When you embark on an exciting project – whether it’s building a precise and error free desktop CNC machine or a smoothly moving robotic arm – choosing the right core power components is often the key to success. Among numerous execution components, micro stepper motors have become the preferred choice for makers, engineers, and manufacturers due to their precise open-loop control, excellent torque retention, and relatively low cost.
However, faced with a wide variety of models and complex parameters, how to choose the most suitable micro stepper motor for your robot or CNC machine? Choosing the wrong option may result in substandard accuracy, insufficient power, or even project failure. This guide will serve as your ultimate selection manual, taking you step by step to clarify all key factors and make wise decisions.
Step 1: Understand the core requirements – the fundamental difference between robots and CNC
Before examining any parameters, you must clarify the core requirements of your application scenario for the motor.
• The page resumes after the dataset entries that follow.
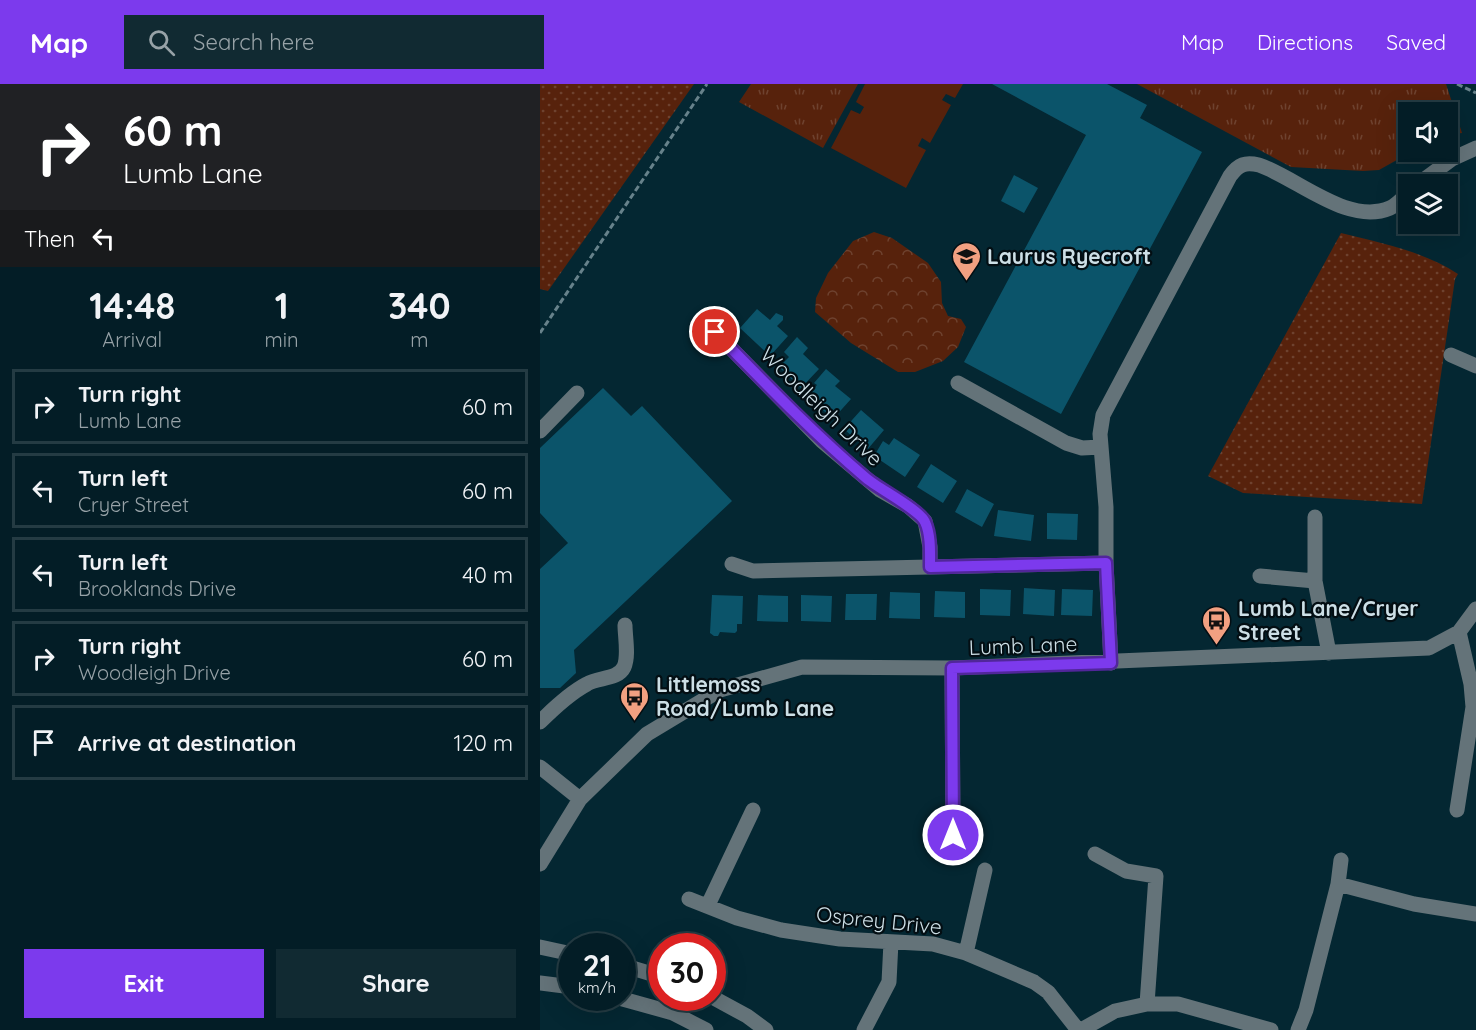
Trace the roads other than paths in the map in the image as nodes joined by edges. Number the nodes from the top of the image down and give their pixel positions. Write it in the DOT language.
graph roads {
  1 [pos="1476,148"];
  2 [pos="1432,174"];
  3 [pos="1398,202"];
  4 [pos="715,332"];
  5 [pos="1451,355"];
  6 [pos="1476,366"];
  7 [pos="958,383"];
  8 [pos="577,393"];
  9 [pos="540,431"];
  10 [pos="1101,447"];
  11 [pos="1315,517"];
  12 [pos="1106,563"];
  13 [pos="732,564"];
  14 [pos="930,567"];
  15 [pos="1260,576"];
  16 [pos="1314,581"];
  17 [pos="1476,609"];
  18 [pos="626,625"];
  19 [pos="1459,632"];
  20 [pos="1329,653"];
  21 [pos="1111,663"];
  22 [pos="952,668"];
  23 [pos="540,722"];
  24 [pos="540,767"];
  25 [pos="580,799"];
  26 [pos="753,810"];
  27 [pos="1457,810"];
  28 [pos="953,835"];
  29 [pos="1095,854"];
  30 [pos="1341,860"];
  31 [pos="540,864"];
  32 [pos="985,870"];
  33 [pos="1338,885"];
  34 [pos="689,899"];
  35 [pos="708,905"];
  36 [pos="1476,914"];
  37 [pos="891,942"];
  38 [pos="540,947"];
  39 [pos="558,951"];
  40 [pos="966,953"];
  41 [pos="540,983"];
  42 [pos="558,985"];
  43 [pos="636,1003"];
  44 [pos="1147,1004"];
  45 [pos="726,1005"];
  46 [pos="706,1030"];
  47 [pos="766,1030"];
  48 [pos="864,1030"];
  49 [pos="1079,1030"];
  50 [pos="1271,1030"];
  51 [pos="1298,1030"];
  1 -- 2 [label="street"];
  3 -- 10 [label="street"];
  4 -- 14 [label="street, Woodleigh Drive"];
  5 -- 6 [label="street"];
  7 -- 10 [label="street"];
  8 -- 9 [label="street"];
  10 -- 12 [label="street"];
  11 -- 16 [label="street"];
  12 -- 14 [label="street"];
  12 -- 21 [label="street"];
  13 -- 14 [label="street"];
  15 -- 16 [label="street"];
  16 -- 20 [label="street"];
  17 -- 19 [label="street, Lumb Lane"];
  18 -- 23 [label="street"];
  19 -- 20 [label="street, Lumb Lane"];
  19 -- 27 [label="street"];
  20 -- 21 [label="street, Lumb Lane"];
  21 -- 22 [label="street, Lumb Lane"];
  22 -- 25 [label="street, Lumb Lane"];
  22 -- 28 [label="street"];
  24 -- 25 [label="street"];
  25 -- 31 [label="street, Lumb Lane"];
  26 -- 35 [label="street"];
  29 -- 44 [label="street"];
  30 -- 33 [label="street"];
  32 -- 40 [label="street"];
  33 -- 36 [label="street"];
  33 -- 51 [label="street"];
  34 -- 35 [label="street, Osprey Drive"];
  35 -- 37 [label="street, Osprey Drive"];
  37 -- 40 [label="street, Osprey Drive"];
  37 -- 48 [label="street"];
  38 -- 39 [label="street"];
  40 -- 49 [label="street, Osprey Drive"];
  41 -- 42 [label="street"];
  43 -- 46 [label="street"];
  44 -- 49 [label="street"];
  44 -- 50 [label="street"];
  45 -- 47 [label="street"];
}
Robot projects (such as robotic arms, mobile robots):
Core requirements: dynamic response, weight, size, and efficiency. The joints of robots require frequent start stop, variable speed, and direction changes, and the weight of the motor directly affects the overall load and power consumption.
Key indicators: Pay more attention to the torque speed curve (especially medium to high speed torque) and power to weight ratio.
CNC machine tools (such as 3-axis engraving machines, laser cutting machines):
Core requirements: thrust, smoothness, maintaining torque, and precision. CNC machine tools need to overcome huge resistance during cutting or engraving, maintain smooth motion to avoid vibration, and accurately position.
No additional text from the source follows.